[DATA FOR REVIEW Boundary: Start]

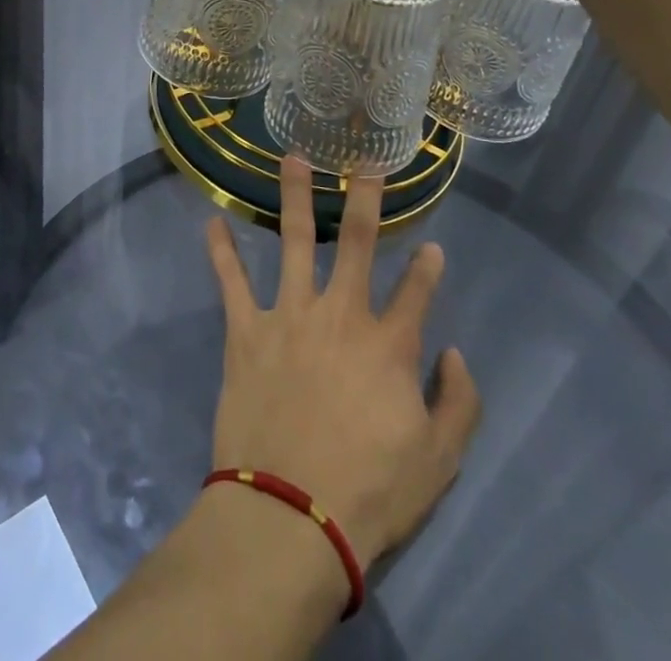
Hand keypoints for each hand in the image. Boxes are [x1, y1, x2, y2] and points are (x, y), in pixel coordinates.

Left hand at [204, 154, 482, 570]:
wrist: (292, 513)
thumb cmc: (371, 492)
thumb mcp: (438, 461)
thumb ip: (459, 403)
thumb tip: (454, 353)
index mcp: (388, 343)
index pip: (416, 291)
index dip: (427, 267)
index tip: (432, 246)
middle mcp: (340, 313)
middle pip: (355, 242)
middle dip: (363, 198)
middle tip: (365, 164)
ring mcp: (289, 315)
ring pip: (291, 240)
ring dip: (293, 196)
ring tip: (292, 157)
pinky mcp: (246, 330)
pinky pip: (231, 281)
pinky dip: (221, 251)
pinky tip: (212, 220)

[DATA FOR REVIEW Boundary: End]
[DATA FOR REVIEW Boundary: Start]

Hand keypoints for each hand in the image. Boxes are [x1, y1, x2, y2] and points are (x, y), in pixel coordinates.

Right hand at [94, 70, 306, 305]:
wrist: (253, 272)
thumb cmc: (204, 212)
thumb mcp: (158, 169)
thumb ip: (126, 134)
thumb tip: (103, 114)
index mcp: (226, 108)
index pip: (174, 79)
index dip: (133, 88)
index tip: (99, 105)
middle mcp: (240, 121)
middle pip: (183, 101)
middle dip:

[DATA FOR REVIEW Boundary: End]

Look through the lines above and collect those with the word "middle".

ANSWER TO THIS PROBLEM |
middle mcp: (340, 313)
middle pip: (355, 242)
middle dip: (363, 198)
middle tip: (365, 164)
middle mcp: (240, 121)
middle pip: (183, 101)
middle dip:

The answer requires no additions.